(Stored data)
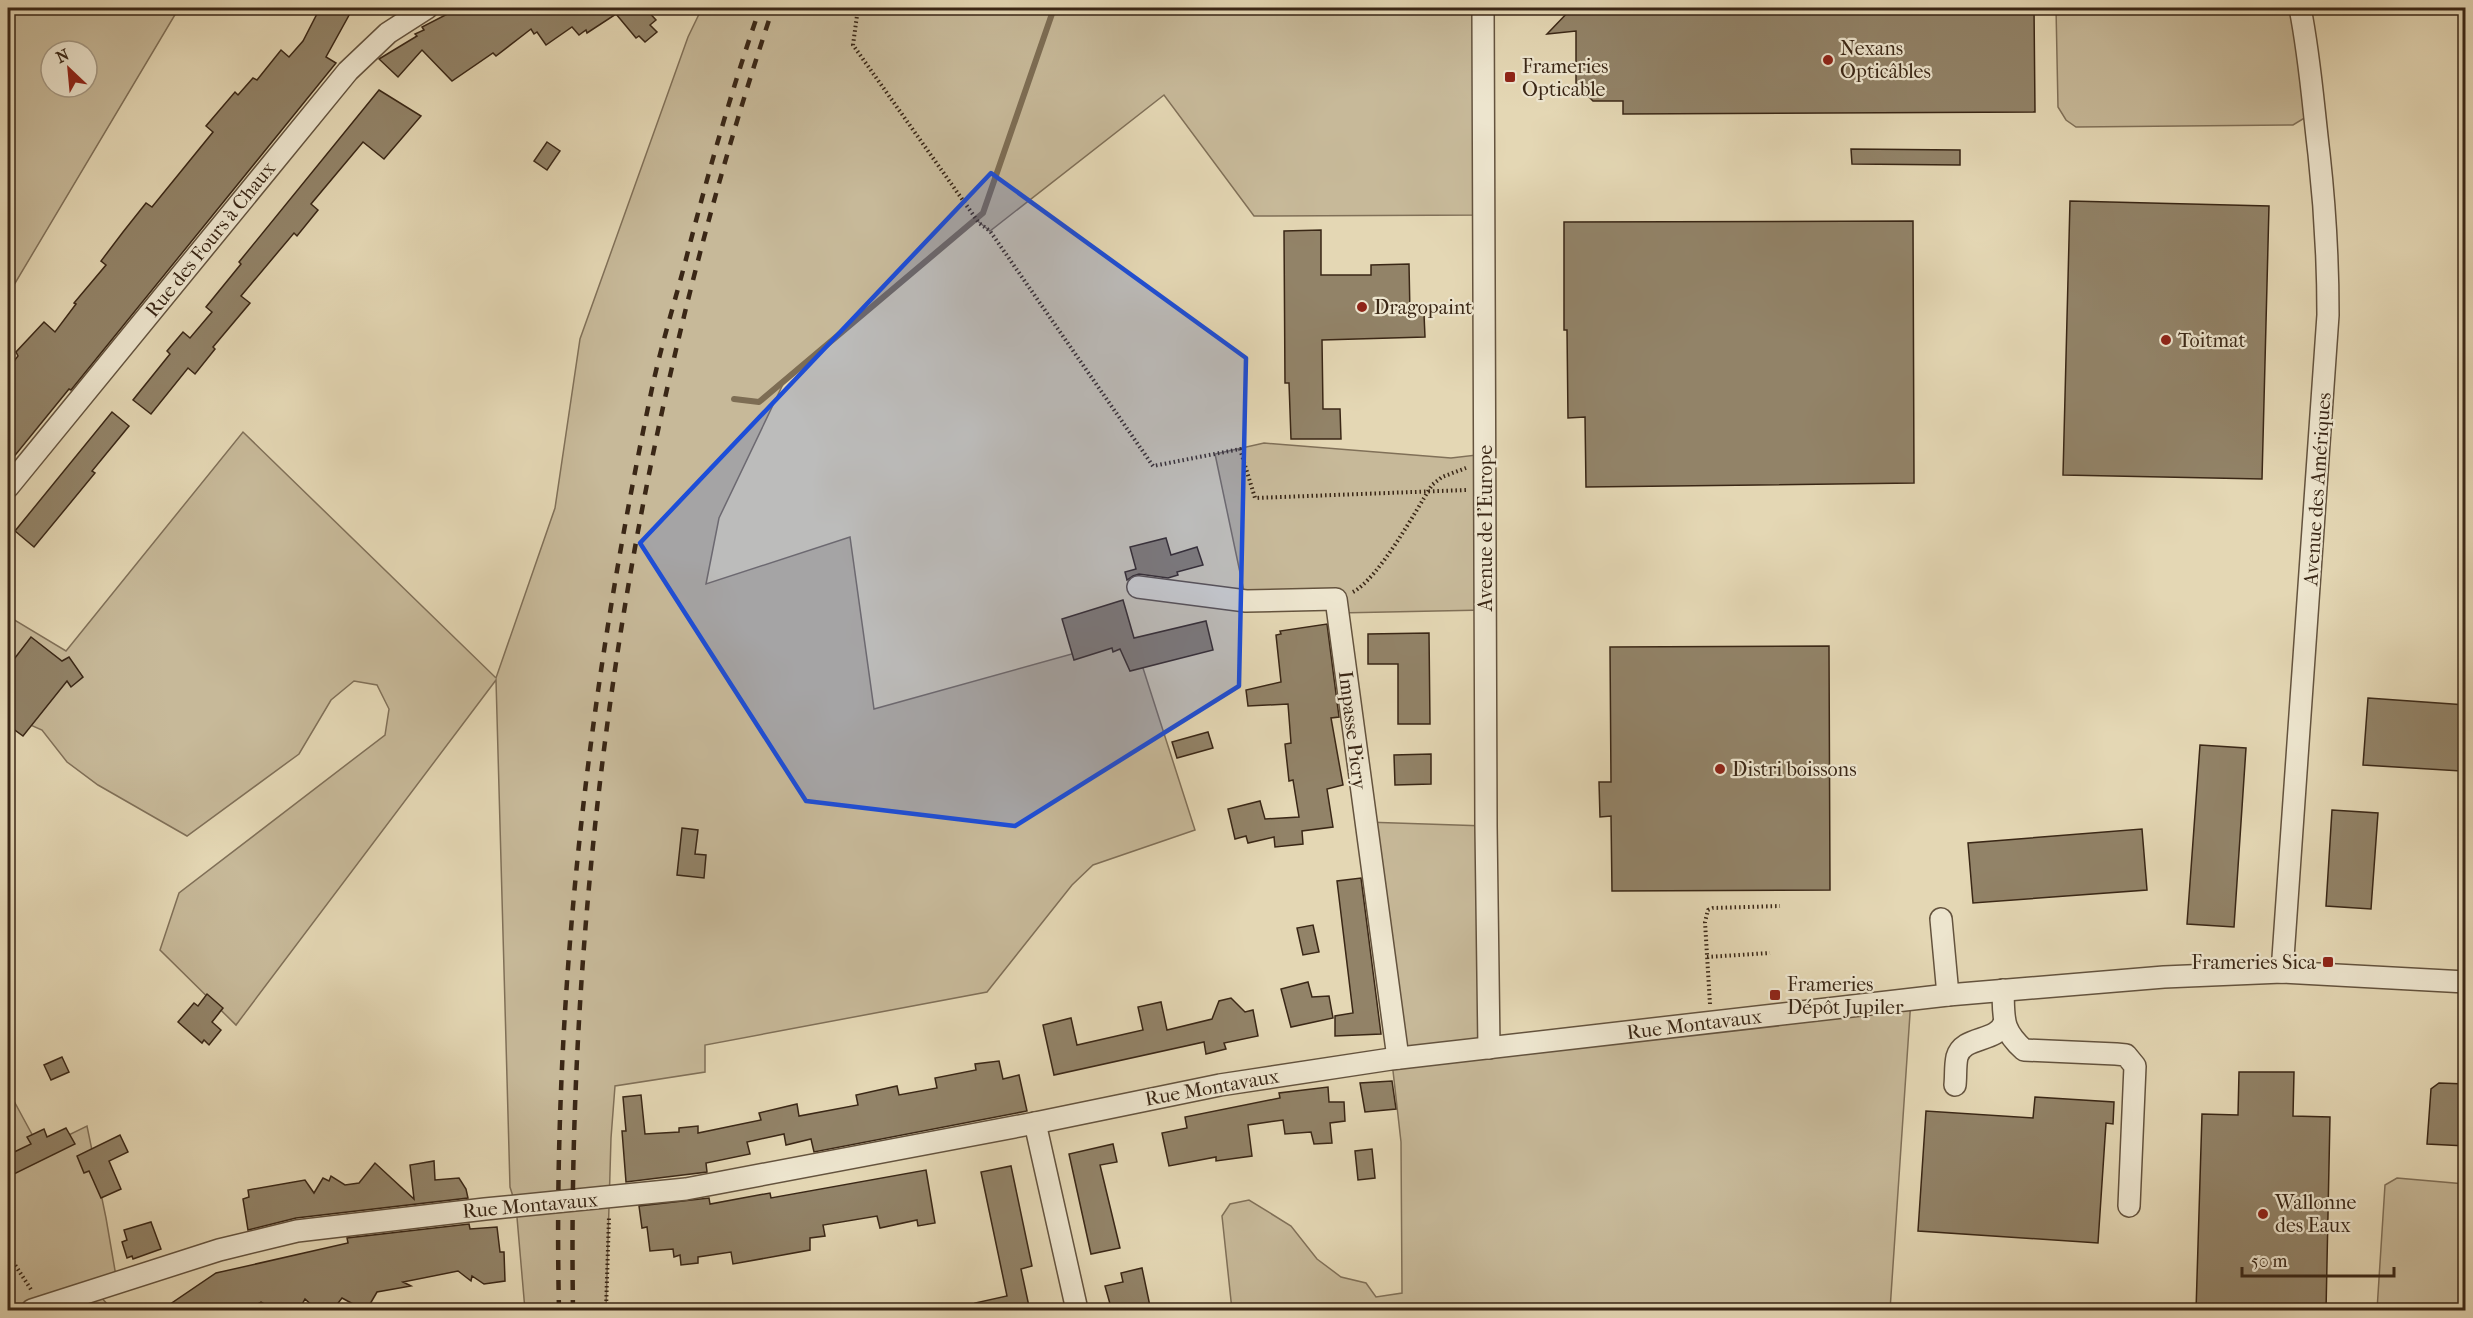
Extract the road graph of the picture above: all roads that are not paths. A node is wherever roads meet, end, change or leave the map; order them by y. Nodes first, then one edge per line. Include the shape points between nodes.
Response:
1 (427, 8) edge
2 (1483, 8) edge
3 (2300, 8) edge
4 (8, 487) edge
5 (1138, 587) dead end
6 (1941, 919) dead end
7 (2282, 972) junction
8 (2466, 982) edge
9 (2003, 990) junction
10 (1948, 995) junction
11 (2004, 1023) junction
12 (1489, 1048) junction
13 (1398, 1058) junction
14 (1955, 1085) dead end
15 (1035, 1123) junction
16 (2129, 1206) dead end
17 (38, 1309) edge
18 (1077, 1311) edge

1 - 4 street, Rue des Fours à Chaux via 388,33 348,71
2 - 12 street, Avenue de l'Europe
3 - 7 street, Avenue des Amériques via 2312,75 2328,241 2328,315
5 - 13 street, Impasse Picry via 1246,601 1336,599
6 - 10 street
7 - 8 street, Rue Montavaux
7 - 9 street, Rue Montavaux via 2164,976
9 - 10 street, Rue Montavaux
9 - 11 street
10 - 12 street, Rue Montavaux
11 - 14 street via 1996,1034 1962,1048
11 - 16 street via 2009,1036 2024,1050 2126,1055 2135,1066
12 - 13 street, Rue Montavaux
13 - 15 street, Rue Montavaux via 1220,1085
15 - 17 street, Rue Montavaux via 686,1190 297,1231 219,1250
15 - 18 street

● ABOUT THIS EXERCISE
Output all of the entries verbatim, leaving out any images.

● TASK RESULT
Extract the road graph of the picture above: all roads that are not paths. A node is wherever roads meet, end, change or leave the map; order them by y. Nodes first, then one edge per line. Include the shape points between nodes.
Response:
1 (427, 8) edge
2 (1483, 8) edge
3 (2300, 8) edge
4 (8, 487) edge
5 (1138, 587) dead end
6 (1941, 919) dead end
7 (2282, 972) junction
8 (2466, 982) edge
9 (2003, 990) junction
10 (1948, 995) junction
11 (2004, 1023) junction
12 (1489, 1048) junction
13 (1398, 1058) junction
14 (1955, 1085) dead end
15 (1035, 1123) junction
16 (2129, 1206) dead end
17 (38, 1309) edge
18 (1077, 1311) edge

1 - 4 street, Rue des Fours à Chaux via 388,33 348,71
2 - 12 street, Avenue de l'Europe
3 - 7 street, Avenue des Amériques via 2312,75 2328,241 2328,315
5 - 13 street, Impasse Picry via 1246,601 1336,599
6 - 10 street
7 - 8 street, Rue Montavaux
7 - 9 street, Rue Montavaux via 2164,976
9 - 10 street, Rue Montavaux
9 - 11 street
10 - 12 street, Rue Montavaux
11 - 14 street via 1996,1034 1962,1048
11 - 16 street via 2009,1036 2024,1050 2126,1055 2135,1066
12 - 13 street, Rue Montavaux
13 - 15 street, Rue Montavaux via 1220,1085
15 - 17 street, Rue Montavaux via 686,1190 297,1231 219,1250
15 - 18 street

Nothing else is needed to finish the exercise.